Tuesday, October 09, 2012

Rebutting The Spirit Level

I'm way behind the eight ball here but have intended for ever so long to look up the rebuttal of The Spirit Level, the new bible of the left which purports to show that income inequality is the source of many social ills.  Previously it was sufficient for me to know that the hypothesis was flawed but I hadn't taken the time to read about specifically why.

A post by James Bartholomew prompted me to go looking. In case you are interested, here it  is:

This report shows that The Spirit Level has little claim to validity.  Its evidence is weak, the analysis is superficial and the theory is unsupported.  The book’s growing influence threatens to contaminate an important area of political debate with wonky statistics and spurius correlations.  The case for radical income redistribution is no more compelling now than it was before this book was published.
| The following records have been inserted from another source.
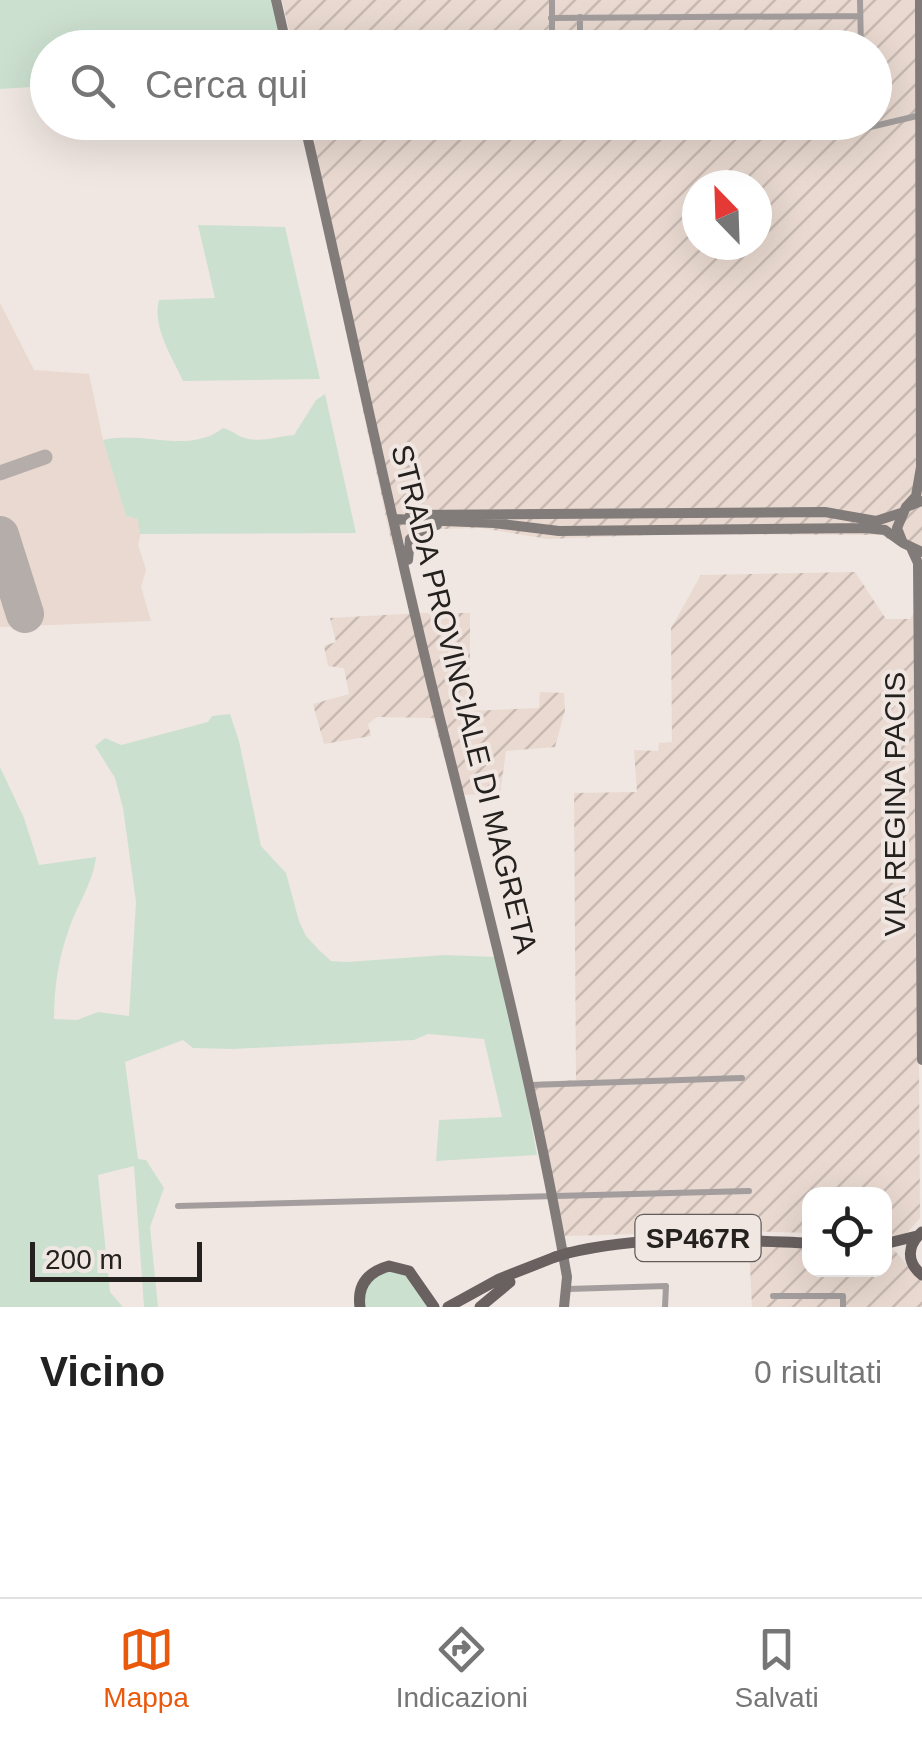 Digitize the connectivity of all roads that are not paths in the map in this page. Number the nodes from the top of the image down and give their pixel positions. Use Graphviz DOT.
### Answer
graph roads {
  1 [pos="276,0"];
  2 [pos="552,0"];
  3 [pos="860,0"];
  4 [pos="920,0"];
  5 [pos="860,16"];
  6 [pos="552,18"];
  7 [pos="580,18"];
  8 [pos="283,30"];
  9 [pos="552,30"];
  10 [pos="580,30"];
  11 [pos="860,30"];
  12 [pos="921,74"];
  13 [pos="921,114"];
  14 [pos="892,119"];
  15 [pos="308,140"];
  16 [pos="378,454"];
  17 [pos="922,469"];
  18 [pos="922,501"];
  19 [pos="904,510"];
  20 [pos="424,514"];
  21 [pos="555,514"];
  22 [pos="393,519"];
  23 [pos="444,523"];
  24 [pos="560,531"];
  25 [pos="913,548"];
  26 [pos="412,600"];
  27 [pos="922,1060"];
  28 [pos="742,1078"];
  29 [pos="530,1085"];
  30 [pos="749,1191"];
  31 [pos="553,1195"];
  32 [pos="178,1206"];
  33 [pos="920,1232"];
  34 [pos="892,1242"];
  35 [pos="802,1243"];
  36 [pos="892,1247"];
  37 [pos="562,1258"];
  38 [pos="911,1261"];
  39 [pos="922,1275"];
  40 [pos="510,1282"];
  41 [pos="568,1289"];
  42 [pos="773,1296"];
  43 [pos="360,1307"];
  44 [pos="434,1307"];
  45 [pos="448,1307"];
  46 [pos="462,1307"];
  47 [pos="480,1307"];
  48 [pos="563,1307"];
  49 [pos="665,1307"];
  50 [pos="843,1307"];
  1 -- 8 [label="street"];
  2 -- 6 [label="street"];
  3 -- 5 [label="street"];
  4 -- 12 [label="street"];
  5 -- 7 [label="street"];
  5 -- 11 [label="street"];
  6 -- 7 [label="street"];
  6 -- 9 [label="street"];
  7 -- 10 [label="street"];
  12 -- 13 [label="street"];
  13 -- 14 [label="street"];
  13 -- 17 [label="street"];
  15 -- 16 [label="street, STRADA PROVINCIALE DI MAGRETA"];
  16 -- 20 [label="street"];
  16 -- 22 [label="street, STRADA PROVINCIALE DI MAGRETA"];
  17 -- 19 [label="street"];
  18 -- 19 [label="street"];
  19 -- 21 [label="street"];
  19 -- 25 [label="street, VIA REGINA PACIS"];
  20 -- 21 [label="street"];
  20 -- 22 [label="street"];
  21 -- 24 [label="street"];
  22 -- 23 [label="street"];
  22 -- 26 [label="street, STRADA PROVINCIALE DI MAGRETA"];
  23 -- 24 [label="street"];
  23 -- 26 [label="street"];
  24 -- 25 [label="street"];
  25 -- 27 [label="street, VIA REGINA PACIS"];
  26 -- 29 [label="street, STRADA PROVINCIALE DI MAGRETA"];
  28 -- 29 [label="street"];
  29 -- 31 [label="street, STRADA PROVINCIALE DI MAGRETA"];
  30 -- 31 [label="street"];
  31 -- 32 [label="street"];
  31 -- 41 [label="street, STRADA PROVINCIALE DI MAGRETA"];
  33 -- 34 [label="main road"];
  33 -- 38 [label="main road"];
  35 -- 37 [label="main road, SP467R"];
  36 -- 38 [label="main road"];
  37 -- 40 [label="main road, SP467R"];
  37 -- 45 [label="main road, SP467R"];
  38 -- 39 [label="main road"];
  40 -- 46 [label="main road, SP467R"];
  40 -- 47 [label="main road"];
  41 -- 48 [label="street"];
  41 -- 49 [label="street"];
  42 -- 50 [label="street"];
  43 -- 44 [label="main road"];
}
(There may of course be other rebuttals I'm unaware of).

1 comment:

JC said...

I took an interest in this a couple of years ago and to date I have over 40 articles bookmarked on rebuttals of the inequality theme.

I'll just stick this 1996 article here.. its actually been updated but it still holds true in its basic premises:


To add, I have three observations that come through many of these articles:

1. If you compare today with the so called egalitarianism of 50100 years ago the thing that sticks out is back then a place like NZ was strongly agrarian and manufacturing, banking, accounting, labour etc was geared to supporting the farming industry and/or import substitution.

When you are tied to a sheep economy most wage earner wages and costs can only rise or fall in relation to the fortunes of meat, wool and tallow. Thats where the egalitarianism comes from.

However, once you are forced to diversify and innovate new activities and processes the early innovators get rich and carry their staff with them.. then the ongong process of innovation, success, failure or just plain slumping creates a more unequal society.

2. Virtually everyone is poor at some stage due to age, lack of qualifications, marriage breakups etc. But the good thing is that for the vast majority its a temporary situation. You might well have 20% living in "poverty", but the individuals in that group are constantly changing.. to the point where the hard core in the group are as likely to be there by choice as much as personal circumstances.

3. There are six words that determine one's future prosperity...
"Get educated, get married, stay married".

You can substitute the words partnership or stable relationship or whatever but those six words should be taped to the foreheads of most people aged 16-30.